━━━ Source material ━━━

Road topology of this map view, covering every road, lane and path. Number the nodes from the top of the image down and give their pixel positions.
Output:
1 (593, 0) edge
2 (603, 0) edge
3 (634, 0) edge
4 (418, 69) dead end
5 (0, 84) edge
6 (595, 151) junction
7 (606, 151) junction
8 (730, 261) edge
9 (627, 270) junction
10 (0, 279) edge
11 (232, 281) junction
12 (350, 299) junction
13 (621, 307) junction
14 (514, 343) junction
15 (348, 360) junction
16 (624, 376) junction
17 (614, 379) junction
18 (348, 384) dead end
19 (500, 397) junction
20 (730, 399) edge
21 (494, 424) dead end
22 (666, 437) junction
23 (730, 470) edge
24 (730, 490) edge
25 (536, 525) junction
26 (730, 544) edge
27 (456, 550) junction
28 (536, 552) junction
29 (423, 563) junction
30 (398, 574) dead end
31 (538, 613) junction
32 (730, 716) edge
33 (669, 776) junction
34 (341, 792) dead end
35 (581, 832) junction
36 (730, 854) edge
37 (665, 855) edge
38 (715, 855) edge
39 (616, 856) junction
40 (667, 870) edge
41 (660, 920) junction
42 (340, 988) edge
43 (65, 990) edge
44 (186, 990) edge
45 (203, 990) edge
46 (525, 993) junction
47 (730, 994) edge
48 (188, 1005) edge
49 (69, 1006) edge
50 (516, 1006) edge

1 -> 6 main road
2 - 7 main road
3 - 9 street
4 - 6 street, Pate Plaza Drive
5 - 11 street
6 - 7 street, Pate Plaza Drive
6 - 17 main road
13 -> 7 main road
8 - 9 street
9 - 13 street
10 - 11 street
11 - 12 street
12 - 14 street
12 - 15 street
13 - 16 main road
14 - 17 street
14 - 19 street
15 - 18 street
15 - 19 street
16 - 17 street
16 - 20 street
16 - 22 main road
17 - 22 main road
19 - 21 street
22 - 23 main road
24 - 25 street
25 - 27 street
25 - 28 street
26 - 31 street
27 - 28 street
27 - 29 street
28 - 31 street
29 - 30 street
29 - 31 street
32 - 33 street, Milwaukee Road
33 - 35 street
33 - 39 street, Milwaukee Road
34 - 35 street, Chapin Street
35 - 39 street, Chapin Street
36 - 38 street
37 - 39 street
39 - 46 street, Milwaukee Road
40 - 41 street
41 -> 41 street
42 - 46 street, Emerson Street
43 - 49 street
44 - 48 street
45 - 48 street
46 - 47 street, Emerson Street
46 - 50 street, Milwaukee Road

━━━

Count the lines in the records above that contain the word "Milwaukee", and reply with only that number.

4